When you implement an equi-join as a nested loops join, the right-hand side
always has a filter combining the variable set by the left-hand side and the
join column on the right-hand side.
You will need to do a full scan of the right-hand table every time, unless your
table is organized so that you can access a subset that matches the filter.
In your example
select emp.name
from emp join dept on emp.deptid = dept.id
where dept.name = ‘Sales'
The simple plan would be
Correlate (v := deptno)
Filter name = ’Sales'
Scan dept
Filter deptno = $v
Scan emp
If “emp” was physically ordered by deptno, the plan could be optimized to
Correlate (v := deptno)
Filter name = ’Sales'
Scan dept
RangeScan emp deptno = $v
> On Aug 7, 2019, at 11:41 PM, Gabriel Reid <[email protected]> wrote:
>
> Hi Stamatis,
>
> Thank you so much, this is exactly the kind of info I was looking for! I
> think I can figure out how to go forward based on this, thanks again.
>
> - Gabriel
>
> On Thu, Aug 8, 2019 at 8:19 AM Stamatis Zampetakis <[email protected]>
> wrote:
>
>> Hi Gabriel,
>>
>> What you want indeed seems to be a nested loop join; there has been a
>> relevant discussion in the dev list [1].
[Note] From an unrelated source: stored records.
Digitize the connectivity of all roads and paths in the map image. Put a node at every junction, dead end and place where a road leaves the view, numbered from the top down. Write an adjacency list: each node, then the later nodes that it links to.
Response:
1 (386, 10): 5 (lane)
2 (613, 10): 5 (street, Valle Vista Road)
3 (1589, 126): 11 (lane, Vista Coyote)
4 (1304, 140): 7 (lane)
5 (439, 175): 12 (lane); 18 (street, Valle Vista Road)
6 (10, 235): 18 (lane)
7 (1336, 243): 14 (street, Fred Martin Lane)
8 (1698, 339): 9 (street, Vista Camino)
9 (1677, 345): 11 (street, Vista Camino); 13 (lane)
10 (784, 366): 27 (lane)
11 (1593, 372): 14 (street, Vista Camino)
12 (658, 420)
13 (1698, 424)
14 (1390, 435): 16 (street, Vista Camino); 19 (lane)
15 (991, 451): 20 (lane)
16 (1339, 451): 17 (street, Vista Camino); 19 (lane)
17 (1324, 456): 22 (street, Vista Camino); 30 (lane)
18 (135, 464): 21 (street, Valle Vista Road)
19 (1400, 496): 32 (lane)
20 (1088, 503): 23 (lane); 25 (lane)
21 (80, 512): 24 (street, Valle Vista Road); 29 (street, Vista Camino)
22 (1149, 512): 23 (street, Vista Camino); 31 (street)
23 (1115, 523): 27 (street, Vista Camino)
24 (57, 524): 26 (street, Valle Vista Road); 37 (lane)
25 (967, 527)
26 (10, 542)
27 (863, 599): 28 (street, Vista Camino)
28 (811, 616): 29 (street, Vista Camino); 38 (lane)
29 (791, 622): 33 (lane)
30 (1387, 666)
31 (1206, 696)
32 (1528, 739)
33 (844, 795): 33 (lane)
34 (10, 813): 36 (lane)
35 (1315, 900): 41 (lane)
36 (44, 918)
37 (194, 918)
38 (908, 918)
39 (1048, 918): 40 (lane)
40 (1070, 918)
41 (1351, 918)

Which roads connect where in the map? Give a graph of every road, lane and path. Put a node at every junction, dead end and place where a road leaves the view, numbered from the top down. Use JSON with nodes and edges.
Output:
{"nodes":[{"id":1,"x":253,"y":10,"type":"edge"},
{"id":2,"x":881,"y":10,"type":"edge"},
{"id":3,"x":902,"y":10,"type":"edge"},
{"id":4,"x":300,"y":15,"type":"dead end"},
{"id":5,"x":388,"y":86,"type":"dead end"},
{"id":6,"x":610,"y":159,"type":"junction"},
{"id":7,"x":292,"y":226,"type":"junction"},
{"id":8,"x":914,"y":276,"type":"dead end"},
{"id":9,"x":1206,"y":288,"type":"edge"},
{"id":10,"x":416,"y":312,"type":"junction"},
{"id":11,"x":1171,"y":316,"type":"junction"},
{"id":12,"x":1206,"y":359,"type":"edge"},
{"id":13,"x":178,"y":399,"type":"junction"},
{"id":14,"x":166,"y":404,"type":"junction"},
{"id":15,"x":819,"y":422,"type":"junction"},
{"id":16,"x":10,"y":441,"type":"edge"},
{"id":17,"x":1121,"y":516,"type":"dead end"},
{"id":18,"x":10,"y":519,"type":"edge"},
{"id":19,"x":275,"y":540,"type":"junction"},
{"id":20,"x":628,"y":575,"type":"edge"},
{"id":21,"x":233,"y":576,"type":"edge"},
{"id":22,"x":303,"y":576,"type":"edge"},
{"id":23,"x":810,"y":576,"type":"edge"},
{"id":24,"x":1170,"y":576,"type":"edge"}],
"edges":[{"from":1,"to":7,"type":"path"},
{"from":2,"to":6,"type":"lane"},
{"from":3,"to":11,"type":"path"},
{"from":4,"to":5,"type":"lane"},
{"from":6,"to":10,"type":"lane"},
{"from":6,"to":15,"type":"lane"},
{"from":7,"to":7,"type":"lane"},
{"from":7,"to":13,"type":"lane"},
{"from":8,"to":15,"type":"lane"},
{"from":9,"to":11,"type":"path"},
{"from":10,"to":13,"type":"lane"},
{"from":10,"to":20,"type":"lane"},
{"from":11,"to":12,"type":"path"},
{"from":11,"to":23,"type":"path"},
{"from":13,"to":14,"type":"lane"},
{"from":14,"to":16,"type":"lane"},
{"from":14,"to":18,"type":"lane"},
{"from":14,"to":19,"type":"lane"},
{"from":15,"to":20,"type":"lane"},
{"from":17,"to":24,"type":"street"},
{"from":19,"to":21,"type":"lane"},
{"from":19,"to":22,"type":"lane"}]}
>> You may also find relevant the ongoing discussion on CALCITE-2979 [2].
>>
>> Best,
>> Stamatis
>>
>> [1]
>>
>> https://lists.apache.org/thread.html/d9f95683e66009872a53e7e617295158b98746b550d2bf68230b3096@%3Cdev.calcite.apache.org%3E
>>
>> [2] https://issues.apache.org/jira/browse/CALCITE-2979
>>
>> On Wed, Aug 7, 2019 at 2:56 PM Gabriel Reid <[email protected]>
>> wrote:
>>
>>> Hi,
>>>
>>> I'm currently working on a custom Calcite adapter, and I've got a
>> situation
>>> where I want to join a small table with a large table, basically just
>> using
>>> the small table to filter the large table. Conceptually, I'm talking
>> about
>>> something that is equivalent to the following query:
>>>
>>> select emp.name
>>> from emp join dept on emp.deptid = dept.id
>>> where dept.name = 'Sales'
>>>
>>> I've got converter rules which to push down filtering on all tables,
>> which
>>> make a big difference in performance. The above query current results in
>> an
>>> EnumerableHashJoin over a filtered scan over the 'dept' table, and an
>>> unfiltered scan over the 'emp' table.
>>>
>>> What I would like to accomplish is that this is converted into a (I
>> think)
>>> a nested loop join between 'dept' and emp, so that the filtered scan is
>>> done once over 'dept', and then a filtered scan is done for each entry of
>>> the 'dept' table using the 'id' value from that entry as a filter value
>> on
>>> the scan on the 'emp' table.
>>>
>>> I've been able to get a nested loop join to be used, but I haven't
>> managed
>>> to have the 'id' values from the 'dept' table to be used to filter the
>>> 'emp' table. Instead, the full 'emp' table is scanned for each iteration
>> of
>>> the 'dept' table.
>>>
>>> And now my questions: are my hopes/expectations here realistic, and/or is
>>> there a much better/easier way of accomplishing the same thing? Is there
>>> prior art somewhere within the Calcite code base or elsewhere? Or should
>>> this just be working by default?
>>>
>>> I would assume that this isn't that unusual of a situation, which is why
>> I
>>> was expecting that there would already be something like this somewhere
>> (or
>>> I'm doing the wrong thing), but I haven't managed to find any clear
>>> pointers in any one direction yet.
>>>
>>> Thanks in advance for any advice!
>>>
>>> - Gabriel
>>>
>>